Which lines run from the one containing "Build a routing" through the last line of the records? Copy them exactly, leaving pictures out.

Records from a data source

● ● ● ● ●

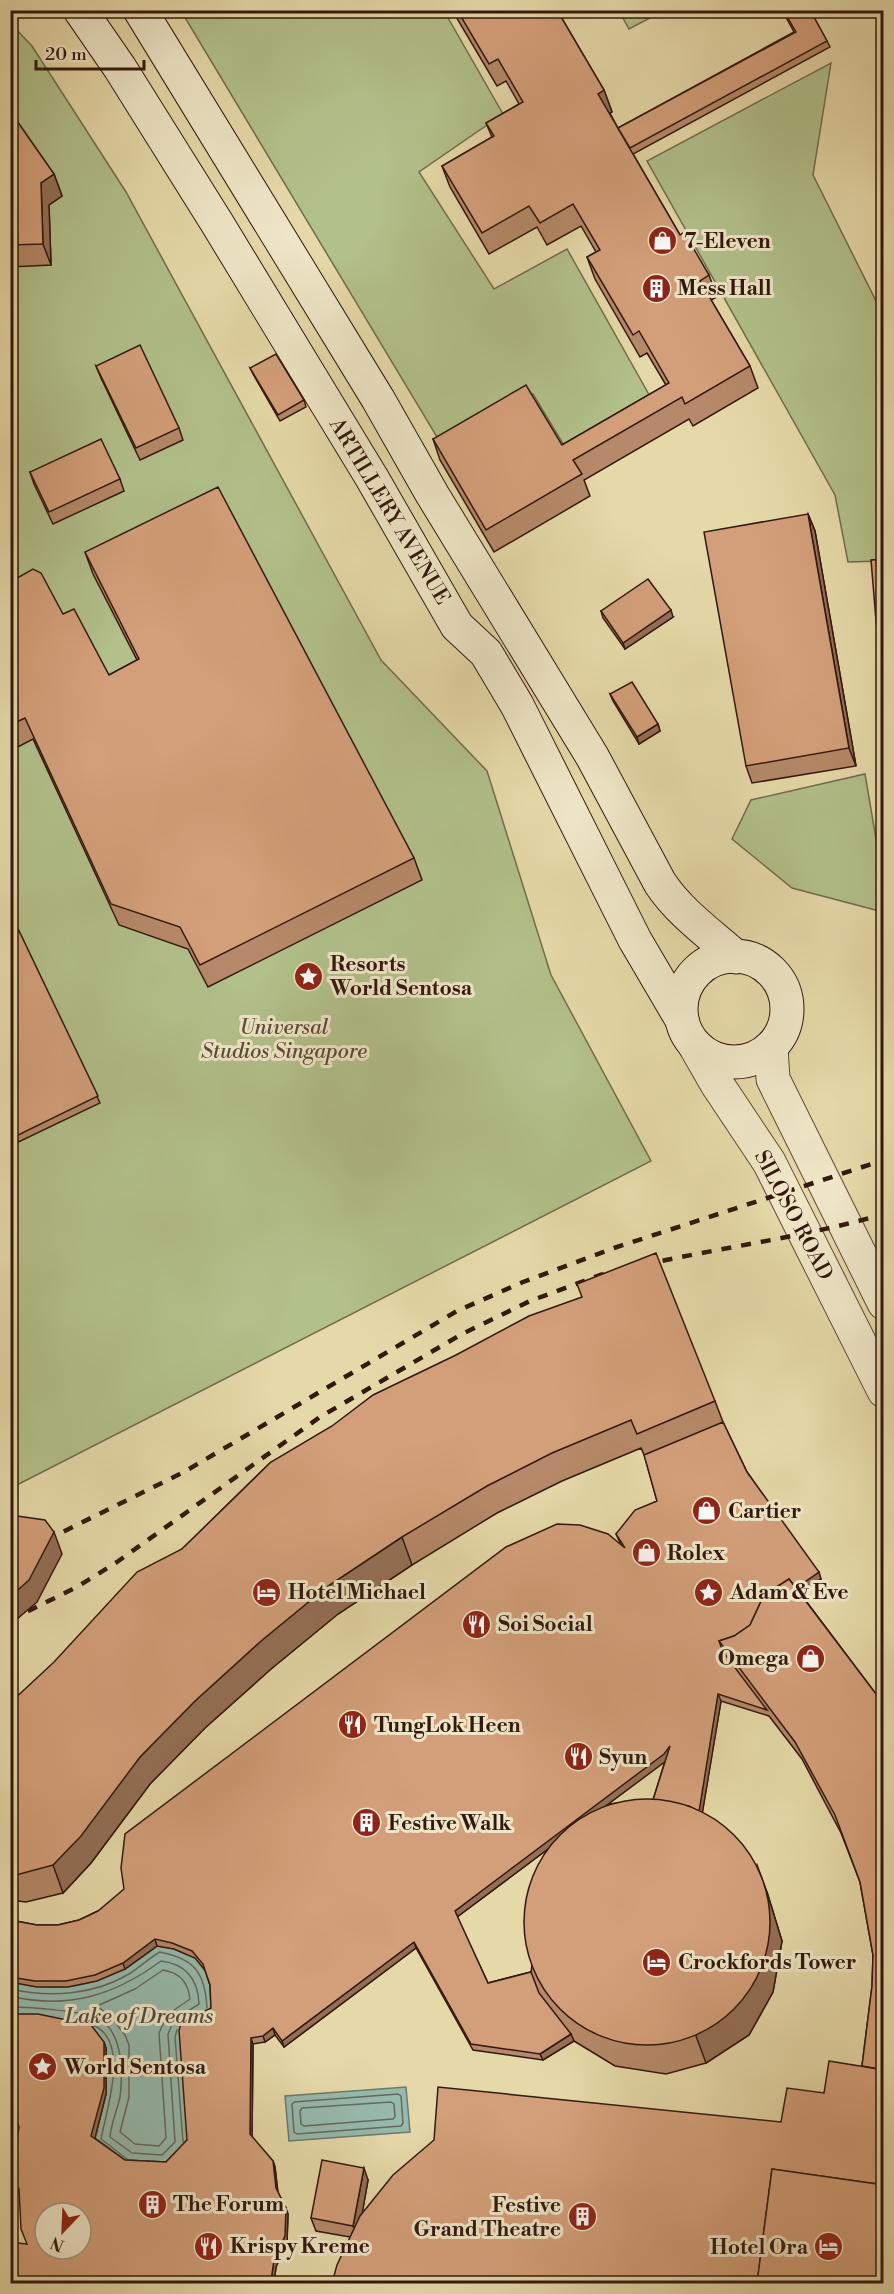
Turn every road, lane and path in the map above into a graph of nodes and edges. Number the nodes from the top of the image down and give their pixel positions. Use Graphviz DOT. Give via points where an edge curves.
graph roads {
  1 [pos="80,10"];
  2 [pos="140,10"];
  3 [pos="736,957"];
  4 [pos="688,1032"];
  5 [pos="771,1048"];
  6 [pos="884,1303"];
  7 [pos="884,1391"];
  1 -- 4 [label="street, ARTILLERY AVENUE" via="217,223 457,626 486,653 517,705 635,940"];
  2 -- 3 [label="street" via="592,756 660,883 683,912"];
  3 -- 4 [label="street" via="720,958 693,975 681,1004"];
  3 -- 5 [label="street" via="756,961 770,971 786,999 781,1033"];
  4 -- 5 [label="street, ARTILLERY AVENUE" via="707,1055 723,1061 740,1062"];
  4 -- 7 [label="street, SILOSO ROAD" via="769,1162"];
  5 -- 6 [label="street, SILOSO ROAD" via="773,1079"];
}
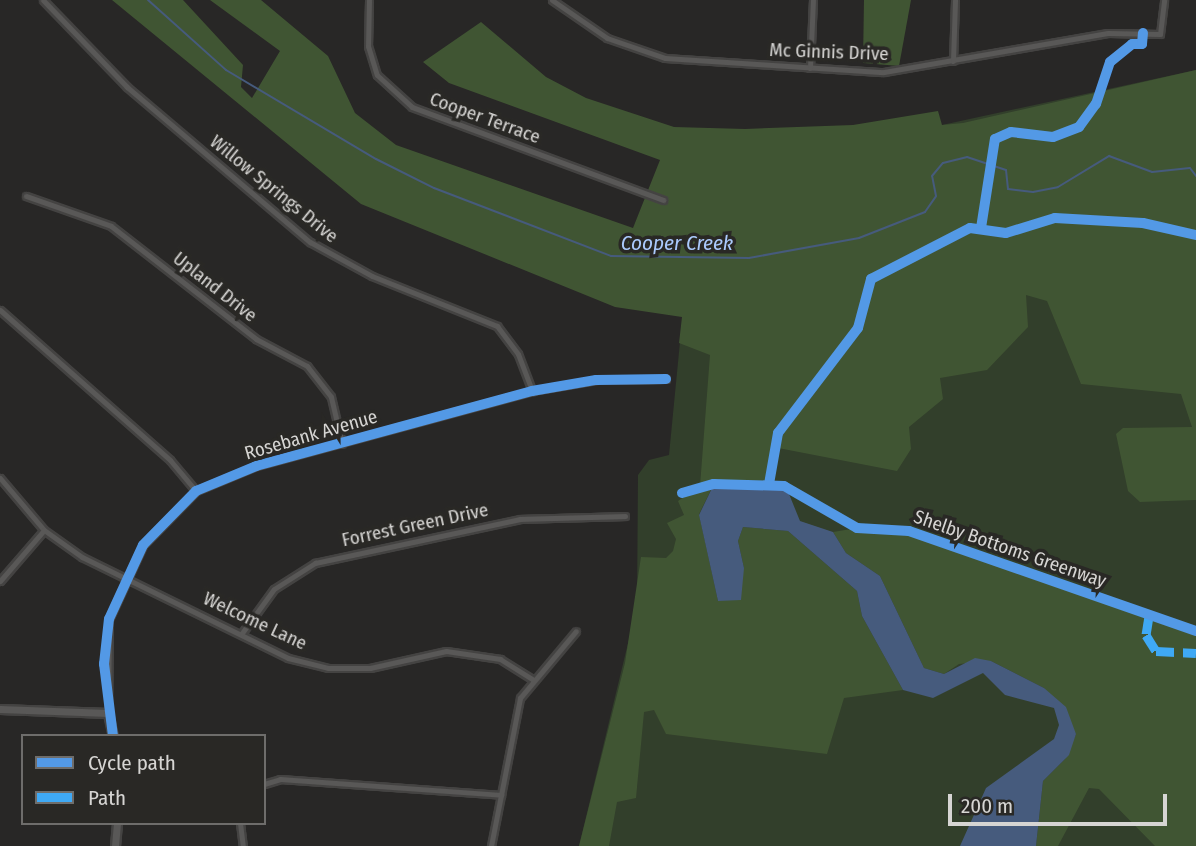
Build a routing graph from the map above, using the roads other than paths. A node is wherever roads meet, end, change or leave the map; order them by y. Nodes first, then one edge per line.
1 (43, 0) edge
2 (369, 0) edge
3 (552, 0) edge
4 (813, 0) edge
5 (955, 0) edge
6 (1164, 0) edge
7 (953, 61) junction
8 (810, 68) junction
9 (26, 196) dead end
10 (663, 200) dead end
11 (0, 310) edge
12 (666, 379) dead end
13 (532, 391) junction
14 (342, 444) junction
15 (0, 478) edge
16 (196, 491) junction
17 (625, 516) dead end
18 (44, 530) junction
19 (126, 578) junction
20 (0, 581) edge
21 (576, 631) dead end
22 (242, 633) junction
23 (532, 679) junction
24 (0, 709) edge
25 (108, 713) junction
26 (113, 734) edge
27 (266, 783) edge
28 (502, 795) junction
29 (117, 825) edge
30 (240, 825) edge
31 (115, 846) edge
32 (243, 846) edge
33 (491, 846) edge

1 - 13 street, Willow Springs Drive
2 - 10 street, Cooper Terrace
3 - 8 street, Mc Ginnis Drive
4 - 8 street
5 - 7 street
6 - 7 street, Mc Ginnis Drive
7 - 8 street, Mc Ginnis Drive
9 - 14 street, Upland Drive
11 - 16 street
12 - 13 street, Rosebank Avenue
13 - 14 street, Rosebank Avenue
14 - 16 street, Rosebank Avenue
15 - 18 street, Welcome Lane
16 - 19 street, Rosebank Avenue
17 - 22 street, Forrest Green Drive
18 - 19 street, Welcome Lane
18 - 20 street
19 - 22 street, Welcome Lane
19 - 25 street, Rosebank Avenue
21 - 23 street
22 - 23 street, Welcome Lane
23 - 28 street
24 - 25 street
25 - 26 street, Rosebank Avenue
27 - 28 street
28 - 33 street
29 - 31 street
30 - 32 street

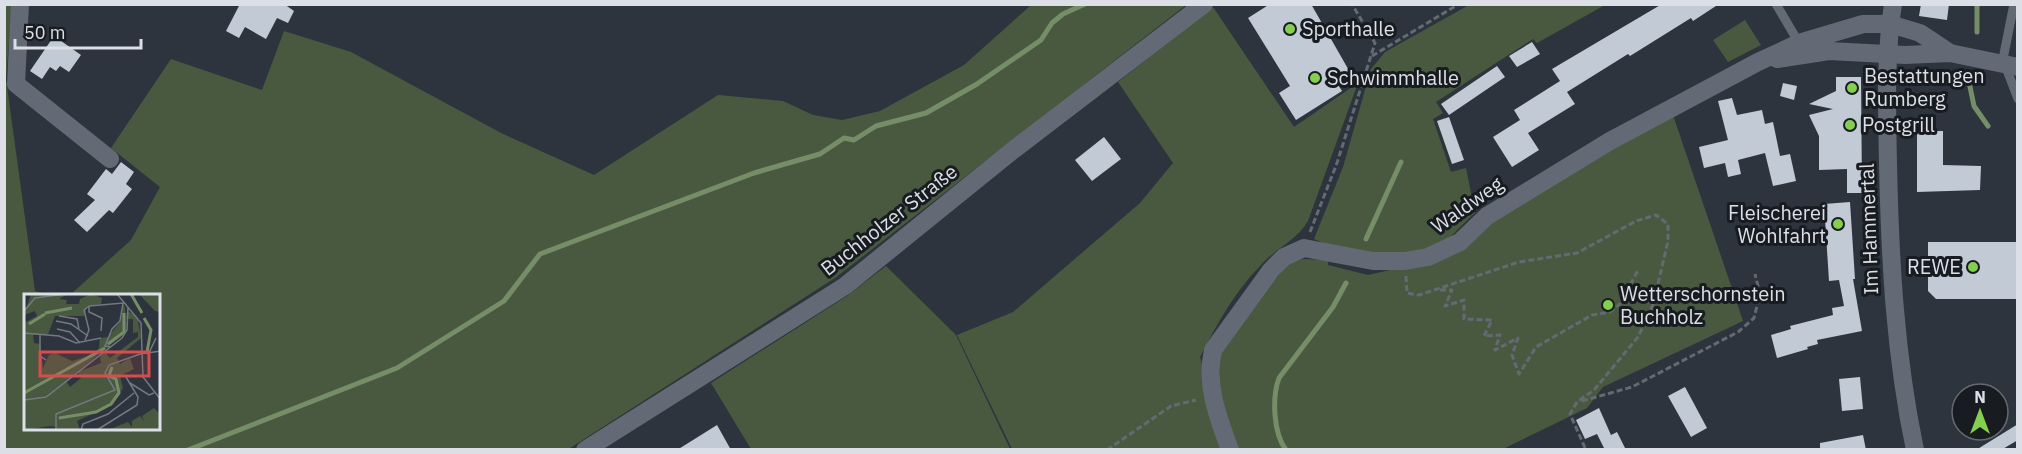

● ● ● ● ●

(Solution to this problem):
Build a routing graph from the map above, using the roads other than paths. A node is wherever roads meet, end, change or leave the map; order them by y. Nodes first, then one edge per line.
1 (43, 0) edge
2 (369, 0) edge
3 (552, 0) edge
4 (813, 0) edge
5 (955, 0) edge
6 (1164, 0) edge
7 (953, 61) junction
8 (810, 68) junction
9 (26, 196) dead end
10 (663, 200) dead end
11 (0, 310) edge
12 (666, 379) dead end
13 (532, 391) junction
14 (342, 444) junction
15 (0, 478) edge
16 (196, 491) junction
17 (625, 516) dead end
18 (44, 530) junction
19 (126, 578) junction
20 (0, 581) edge
21 (576, 631) dead end
22 (242, 633) junction
23 (532, 679) junction
24 (0, 709) edge
25 (108, 713) junction
26 (113, 734) edge
27 (266, 783) edge
28 (502, 795) junction
29 (117, 825) edge
30 (240, 825) edge
31 (115, 846) edge
32 (243, 846) edge
33 (491, 846) edge

1 - 13 street, Willow Springs Drive
2 - 10 street, Cooper Terrace
3 - 8 street, Mc Ginnis Drive
4 - 8 street
5 - 7 street
6 - 7 street, Mc Ginnis Drive
7 - 8 street, Mc Ginnis Drive
9 - 14 street, Upland Drive
11 - 16 street
12 - 13 street, Rosebank Avenue
13 - 14 street, Rosebank Avenue
14 - 16 street, Rosebank Avenue
15 - 18 street, Welcome Lane
16 - 19 street, Rosebank Avenue
17 - 22 street, Forrest Green Drive
18 - 19 street, Welcome Lane
18 - 20 street
19 - 22 street, Welcome Lane
19 - 25 street, Rosebank Avenue
21 - 23 street
22 - 23 street, Welcome Lane
23 - 28 street
24 - 25 street
25 - 26 street, Rosebank Avenue
27 - 28 street
28 - 33 street
29 - 31 street
30 - 32 street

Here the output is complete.